The main difference between the old, (the physical) and the new (the spiritual) is this: if the Israelites messed up, they were dead. When we mess up, we are forgiven – because in Christ we are dead already. The condition is the same: “If you do what I say,” and the outcome is the same: “I will bless you with victory, fruitfulness, abundant life and healing,” because these are the things that happen when the presence of God is in our midst.
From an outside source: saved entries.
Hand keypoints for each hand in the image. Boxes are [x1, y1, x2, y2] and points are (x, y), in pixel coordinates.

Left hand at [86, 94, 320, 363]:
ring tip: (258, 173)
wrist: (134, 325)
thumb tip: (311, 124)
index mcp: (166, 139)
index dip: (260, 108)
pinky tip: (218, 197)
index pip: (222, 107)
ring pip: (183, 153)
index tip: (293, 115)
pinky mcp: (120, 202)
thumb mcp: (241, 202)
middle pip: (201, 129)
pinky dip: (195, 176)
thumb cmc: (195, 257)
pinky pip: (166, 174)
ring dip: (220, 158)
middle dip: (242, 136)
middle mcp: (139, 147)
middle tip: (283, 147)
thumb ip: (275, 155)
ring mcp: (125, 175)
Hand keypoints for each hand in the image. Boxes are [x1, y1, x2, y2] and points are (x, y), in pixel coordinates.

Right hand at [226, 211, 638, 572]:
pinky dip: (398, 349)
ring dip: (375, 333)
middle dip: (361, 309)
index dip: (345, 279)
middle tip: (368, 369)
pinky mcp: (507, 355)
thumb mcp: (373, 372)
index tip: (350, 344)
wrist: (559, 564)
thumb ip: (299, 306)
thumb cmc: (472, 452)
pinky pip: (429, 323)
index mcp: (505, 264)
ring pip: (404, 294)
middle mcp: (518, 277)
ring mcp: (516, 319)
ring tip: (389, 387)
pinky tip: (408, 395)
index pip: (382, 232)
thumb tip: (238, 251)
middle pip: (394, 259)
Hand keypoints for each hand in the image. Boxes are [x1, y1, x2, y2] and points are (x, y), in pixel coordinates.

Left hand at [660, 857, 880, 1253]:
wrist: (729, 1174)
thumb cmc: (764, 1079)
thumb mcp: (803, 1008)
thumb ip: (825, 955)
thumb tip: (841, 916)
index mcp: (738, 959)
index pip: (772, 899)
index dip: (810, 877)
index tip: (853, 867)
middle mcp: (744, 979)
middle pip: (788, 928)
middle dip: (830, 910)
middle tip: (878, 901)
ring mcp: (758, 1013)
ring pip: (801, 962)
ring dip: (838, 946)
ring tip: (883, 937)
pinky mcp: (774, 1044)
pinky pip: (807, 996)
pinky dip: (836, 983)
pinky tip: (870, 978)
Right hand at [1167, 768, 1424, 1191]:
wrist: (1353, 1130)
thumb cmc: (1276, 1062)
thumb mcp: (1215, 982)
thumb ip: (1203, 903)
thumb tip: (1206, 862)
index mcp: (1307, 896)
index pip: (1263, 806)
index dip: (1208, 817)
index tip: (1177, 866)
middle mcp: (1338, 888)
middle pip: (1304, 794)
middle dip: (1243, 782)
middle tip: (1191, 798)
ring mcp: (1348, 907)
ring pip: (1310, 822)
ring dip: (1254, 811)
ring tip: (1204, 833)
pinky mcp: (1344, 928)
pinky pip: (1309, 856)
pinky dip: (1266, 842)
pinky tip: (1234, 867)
I, for one, want to take God up on that ancient promise of blessing which is imbued with His very life. Because the spiritual covenant isn’t just a spiritual experience, since “If the Spirit of Him who raised Jesus from the dead dwells in you, He who raised Christ from the dead will also give life to your mortal bodies through His Spirit who dwells in you.” Under this amazing new covenant, the holiness of God’s Spirit no longer destroys our mortal bodies, but it brings them to life, and brings His life into our physical circumstances. Seeds sown in the Spirit, by the word of God, through faith and prayer, bear fruit in the flesh. “Therefore I tell you, whatever you ask for in prayer, believe that you have received (in the Spirit) it, and it will be yours (in the physical world). (Mark 11: 24, NIV)

I can’t think of anything more exciting or fulfilling.